**EXERCISE DESCRIPTION**
Your response should reproduce every line of the entries that contains the word "Delaware".

**SUPPLIED DATA**
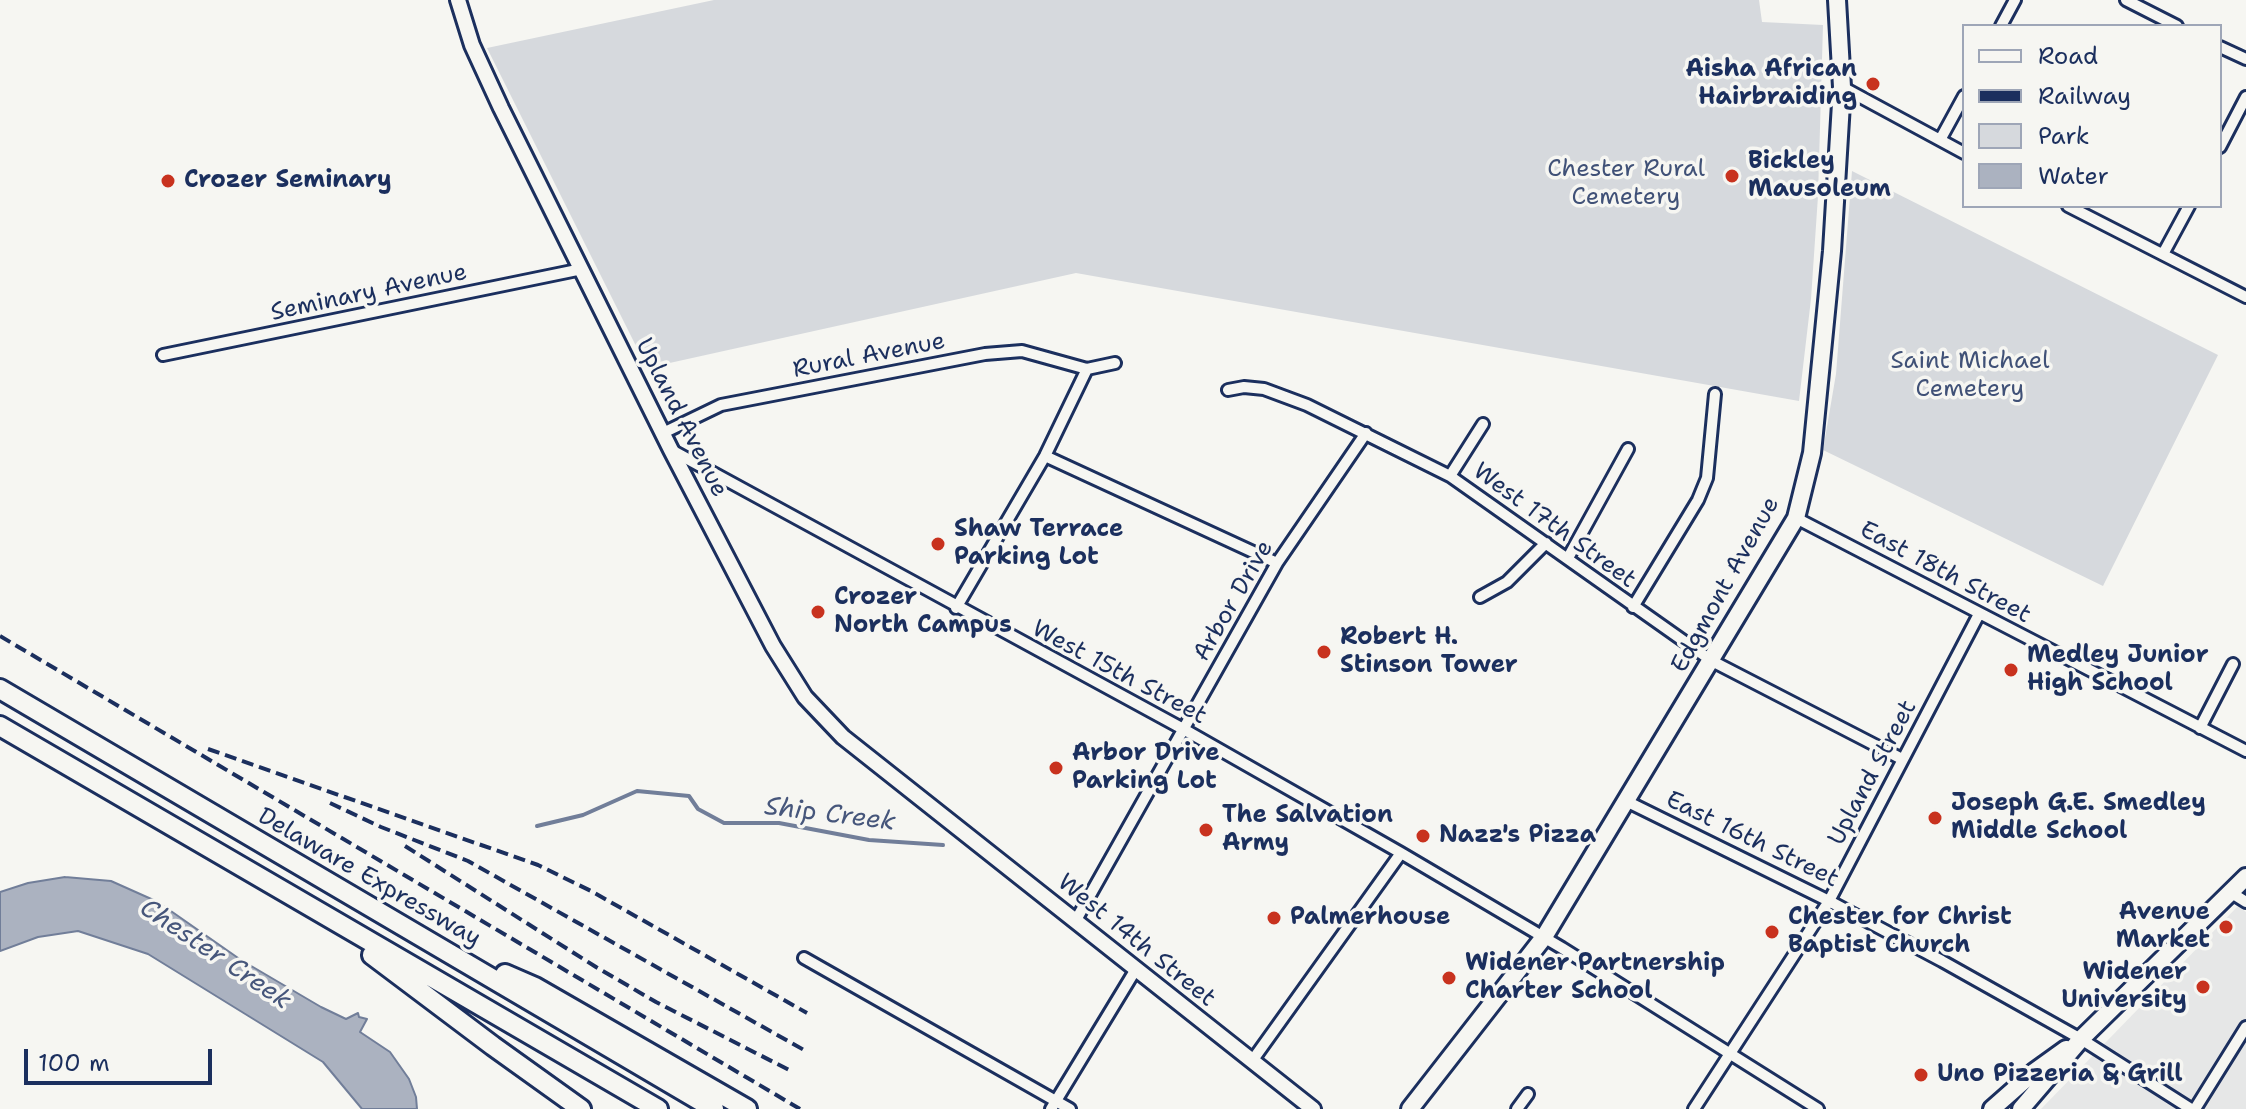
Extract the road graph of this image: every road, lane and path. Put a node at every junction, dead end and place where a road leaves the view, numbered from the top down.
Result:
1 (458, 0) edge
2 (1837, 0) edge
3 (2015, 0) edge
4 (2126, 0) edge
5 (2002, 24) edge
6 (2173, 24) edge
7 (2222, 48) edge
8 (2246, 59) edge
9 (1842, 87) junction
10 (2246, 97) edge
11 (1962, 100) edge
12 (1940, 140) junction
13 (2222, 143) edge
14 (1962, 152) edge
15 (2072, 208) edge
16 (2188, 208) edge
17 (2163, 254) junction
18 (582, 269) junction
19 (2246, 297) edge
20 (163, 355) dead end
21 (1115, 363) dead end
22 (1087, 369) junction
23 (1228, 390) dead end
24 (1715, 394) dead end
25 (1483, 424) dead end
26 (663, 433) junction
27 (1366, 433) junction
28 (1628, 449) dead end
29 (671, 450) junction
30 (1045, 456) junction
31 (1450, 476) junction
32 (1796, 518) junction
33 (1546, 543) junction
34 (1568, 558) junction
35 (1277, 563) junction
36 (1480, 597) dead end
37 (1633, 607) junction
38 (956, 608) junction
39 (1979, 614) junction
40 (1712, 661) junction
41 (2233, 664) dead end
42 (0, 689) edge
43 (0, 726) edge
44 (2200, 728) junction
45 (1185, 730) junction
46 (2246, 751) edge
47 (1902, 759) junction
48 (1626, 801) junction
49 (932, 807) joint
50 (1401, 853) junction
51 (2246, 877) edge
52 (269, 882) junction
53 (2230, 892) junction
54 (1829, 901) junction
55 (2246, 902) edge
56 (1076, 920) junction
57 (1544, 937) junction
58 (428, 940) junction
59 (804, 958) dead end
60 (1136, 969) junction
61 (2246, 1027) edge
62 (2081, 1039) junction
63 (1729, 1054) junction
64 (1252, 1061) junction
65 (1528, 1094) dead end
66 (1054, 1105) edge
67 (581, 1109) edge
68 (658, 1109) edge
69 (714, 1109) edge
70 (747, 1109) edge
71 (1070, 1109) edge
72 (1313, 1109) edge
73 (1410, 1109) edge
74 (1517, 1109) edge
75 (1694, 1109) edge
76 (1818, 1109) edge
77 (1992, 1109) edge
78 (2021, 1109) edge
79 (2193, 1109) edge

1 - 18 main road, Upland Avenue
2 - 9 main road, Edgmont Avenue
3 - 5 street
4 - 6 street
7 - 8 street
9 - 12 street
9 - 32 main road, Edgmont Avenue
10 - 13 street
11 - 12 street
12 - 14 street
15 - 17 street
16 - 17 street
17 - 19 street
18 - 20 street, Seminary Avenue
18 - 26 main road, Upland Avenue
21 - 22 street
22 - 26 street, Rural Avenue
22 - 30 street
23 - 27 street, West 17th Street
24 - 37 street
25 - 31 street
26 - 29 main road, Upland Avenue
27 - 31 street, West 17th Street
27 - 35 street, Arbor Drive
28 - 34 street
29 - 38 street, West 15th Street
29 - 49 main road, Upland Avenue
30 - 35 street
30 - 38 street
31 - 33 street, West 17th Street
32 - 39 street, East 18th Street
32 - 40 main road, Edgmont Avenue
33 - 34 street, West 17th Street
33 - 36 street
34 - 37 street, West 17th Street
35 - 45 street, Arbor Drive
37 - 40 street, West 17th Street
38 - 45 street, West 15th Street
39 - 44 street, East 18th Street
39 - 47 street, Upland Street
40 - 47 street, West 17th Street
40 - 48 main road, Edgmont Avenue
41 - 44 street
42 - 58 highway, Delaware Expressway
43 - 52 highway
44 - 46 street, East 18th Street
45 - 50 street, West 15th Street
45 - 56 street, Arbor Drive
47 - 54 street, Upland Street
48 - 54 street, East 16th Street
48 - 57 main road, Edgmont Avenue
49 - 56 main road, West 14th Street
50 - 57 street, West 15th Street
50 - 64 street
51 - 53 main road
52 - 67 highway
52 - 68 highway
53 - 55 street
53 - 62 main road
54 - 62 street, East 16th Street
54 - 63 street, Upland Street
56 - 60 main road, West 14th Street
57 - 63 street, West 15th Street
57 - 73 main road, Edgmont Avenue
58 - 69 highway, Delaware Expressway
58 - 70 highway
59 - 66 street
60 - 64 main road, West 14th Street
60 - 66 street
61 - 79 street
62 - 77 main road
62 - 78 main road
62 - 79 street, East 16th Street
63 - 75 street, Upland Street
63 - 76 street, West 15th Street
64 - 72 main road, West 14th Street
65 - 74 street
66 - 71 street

* * *

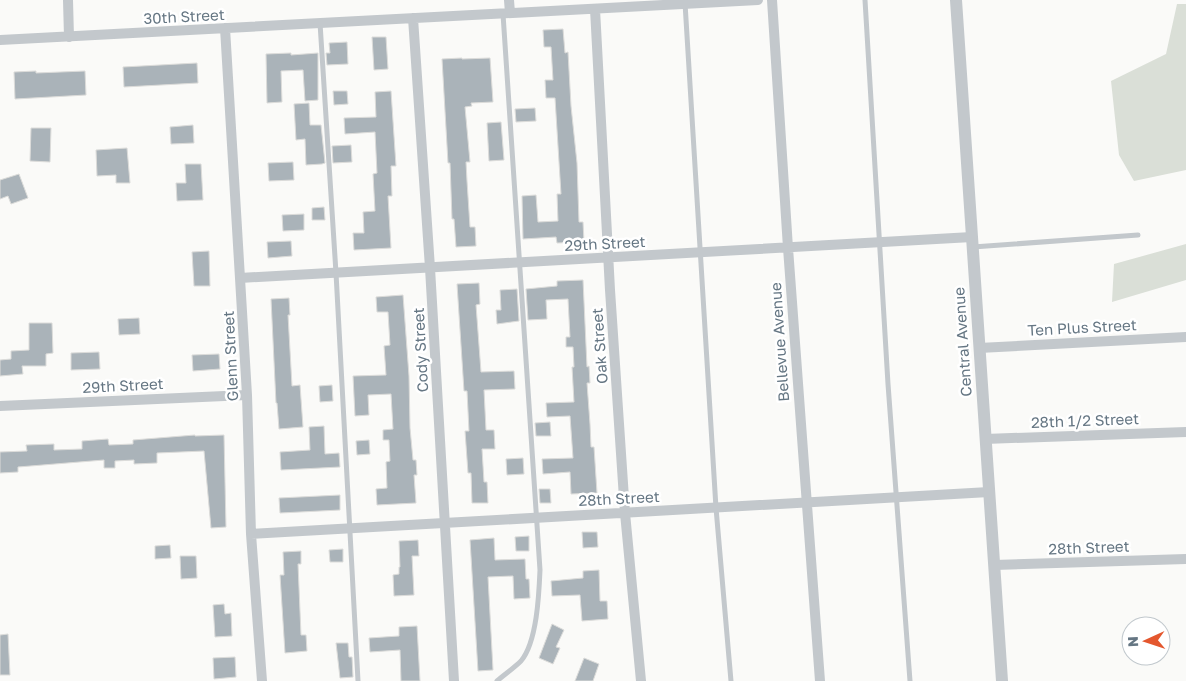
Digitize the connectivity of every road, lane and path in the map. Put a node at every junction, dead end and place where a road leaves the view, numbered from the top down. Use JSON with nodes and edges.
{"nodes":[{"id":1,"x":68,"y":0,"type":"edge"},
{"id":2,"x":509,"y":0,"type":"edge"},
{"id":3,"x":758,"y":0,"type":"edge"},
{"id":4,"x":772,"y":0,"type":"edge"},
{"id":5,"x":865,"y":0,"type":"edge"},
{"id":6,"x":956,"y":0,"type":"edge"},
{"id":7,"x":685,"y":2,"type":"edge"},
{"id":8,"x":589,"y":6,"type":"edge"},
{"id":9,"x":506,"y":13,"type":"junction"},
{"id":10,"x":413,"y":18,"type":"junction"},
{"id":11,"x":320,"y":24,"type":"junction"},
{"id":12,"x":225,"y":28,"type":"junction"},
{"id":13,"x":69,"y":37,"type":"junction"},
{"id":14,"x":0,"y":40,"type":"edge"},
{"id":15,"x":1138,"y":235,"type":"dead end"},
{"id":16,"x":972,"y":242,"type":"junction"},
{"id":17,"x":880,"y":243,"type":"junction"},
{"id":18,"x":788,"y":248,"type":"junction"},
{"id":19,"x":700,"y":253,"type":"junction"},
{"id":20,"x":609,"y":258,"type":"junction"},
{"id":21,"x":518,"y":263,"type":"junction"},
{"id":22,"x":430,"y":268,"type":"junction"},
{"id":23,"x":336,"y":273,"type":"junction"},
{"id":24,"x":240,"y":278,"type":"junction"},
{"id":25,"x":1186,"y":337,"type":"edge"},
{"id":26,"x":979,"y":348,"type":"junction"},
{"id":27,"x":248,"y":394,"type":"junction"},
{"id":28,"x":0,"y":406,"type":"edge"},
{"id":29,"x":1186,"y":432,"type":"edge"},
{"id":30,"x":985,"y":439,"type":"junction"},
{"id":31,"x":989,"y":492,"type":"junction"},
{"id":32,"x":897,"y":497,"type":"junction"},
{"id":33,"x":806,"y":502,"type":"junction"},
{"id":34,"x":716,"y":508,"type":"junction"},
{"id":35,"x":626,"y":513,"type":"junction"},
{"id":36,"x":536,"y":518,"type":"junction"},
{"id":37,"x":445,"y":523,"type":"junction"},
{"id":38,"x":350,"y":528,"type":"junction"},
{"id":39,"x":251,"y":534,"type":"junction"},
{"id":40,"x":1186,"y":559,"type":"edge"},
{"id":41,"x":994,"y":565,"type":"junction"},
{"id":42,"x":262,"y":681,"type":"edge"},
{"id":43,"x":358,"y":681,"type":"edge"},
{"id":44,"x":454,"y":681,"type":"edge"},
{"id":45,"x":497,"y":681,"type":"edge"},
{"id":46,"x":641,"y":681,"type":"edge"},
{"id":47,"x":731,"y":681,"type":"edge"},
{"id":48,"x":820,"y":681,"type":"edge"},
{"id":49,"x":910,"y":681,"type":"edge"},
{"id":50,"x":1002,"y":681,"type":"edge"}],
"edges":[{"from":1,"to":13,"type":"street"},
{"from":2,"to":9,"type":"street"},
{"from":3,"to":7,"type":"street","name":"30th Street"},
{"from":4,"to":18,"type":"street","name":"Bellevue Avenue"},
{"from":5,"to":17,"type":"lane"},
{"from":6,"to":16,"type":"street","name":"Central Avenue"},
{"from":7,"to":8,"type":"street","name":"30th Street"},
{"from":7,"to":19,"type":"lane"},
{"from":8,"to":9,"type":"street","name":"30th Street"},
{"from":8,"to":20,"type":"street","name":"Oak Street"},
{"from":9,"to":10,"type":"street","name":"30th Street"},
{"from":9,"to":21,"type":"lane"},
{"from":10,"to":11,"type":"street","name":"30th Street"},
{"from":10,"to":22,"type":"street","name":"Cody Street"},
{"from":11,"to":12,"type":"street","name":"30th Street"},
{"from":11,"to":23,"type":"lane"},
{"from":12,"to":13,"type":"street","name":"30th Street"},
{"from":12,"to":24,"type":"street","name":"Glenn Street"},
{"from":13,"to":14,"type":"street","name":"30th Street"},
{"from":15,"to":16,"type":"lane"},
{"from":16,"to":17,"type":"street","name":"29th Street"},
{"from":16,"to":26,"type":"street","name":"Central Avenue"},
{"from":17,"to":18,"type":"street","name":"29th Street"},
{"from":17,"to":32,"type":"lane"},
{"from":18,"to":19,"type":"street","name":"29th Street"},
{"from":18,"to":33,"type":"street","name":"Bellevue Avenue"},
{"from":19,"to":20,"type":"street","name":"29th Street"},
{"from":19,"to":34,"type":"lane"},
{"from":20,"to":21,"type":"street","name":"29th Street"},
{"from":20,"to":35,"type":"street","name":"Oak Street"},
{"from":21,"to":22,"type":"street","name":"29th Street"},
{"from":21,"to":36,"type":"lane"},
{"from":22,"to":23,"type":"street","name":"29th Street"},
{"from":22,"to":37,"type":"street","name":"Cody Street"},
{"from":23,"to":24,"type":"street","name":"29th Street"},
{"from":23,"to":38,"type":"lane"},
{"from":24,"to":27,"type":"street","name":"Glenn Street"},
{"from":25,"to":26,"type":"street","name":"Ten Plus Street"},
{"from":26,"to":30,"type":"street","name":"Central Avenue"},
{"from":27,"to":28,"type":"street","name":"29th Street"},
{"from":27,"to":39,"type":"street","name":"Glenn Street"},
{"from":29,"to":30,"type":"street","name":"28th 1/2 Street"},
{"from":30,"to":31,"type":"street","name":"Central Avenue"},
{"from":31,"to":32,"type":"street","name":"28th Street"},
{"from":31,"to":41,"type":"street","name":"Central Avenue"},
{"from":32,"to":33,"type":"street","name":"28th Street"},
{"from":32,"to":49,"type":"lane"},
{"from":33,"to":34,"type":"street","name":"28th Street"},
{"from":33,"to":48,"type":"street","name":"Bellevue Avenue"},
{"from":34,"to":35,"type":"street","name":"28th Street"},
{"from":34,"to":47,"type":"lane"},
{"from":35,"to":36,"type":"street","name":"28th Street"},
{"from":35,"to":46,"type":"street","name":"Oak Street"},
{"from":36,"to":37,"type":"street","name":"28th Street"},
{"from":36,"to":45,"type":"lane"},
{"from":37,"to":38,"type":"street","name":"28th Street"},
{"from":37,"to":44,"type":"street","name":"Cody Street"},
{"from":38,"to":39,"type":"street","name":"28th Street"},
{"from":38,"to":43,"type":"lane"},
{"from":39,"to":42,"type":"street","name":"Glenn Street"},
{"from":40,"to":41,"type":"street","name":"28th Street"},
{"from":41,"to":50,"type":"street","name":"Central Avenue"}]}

**RESPONSE BOX**
42 - 58 highway, Delaware Expressway
58 - 69 highway, Delaware Expressway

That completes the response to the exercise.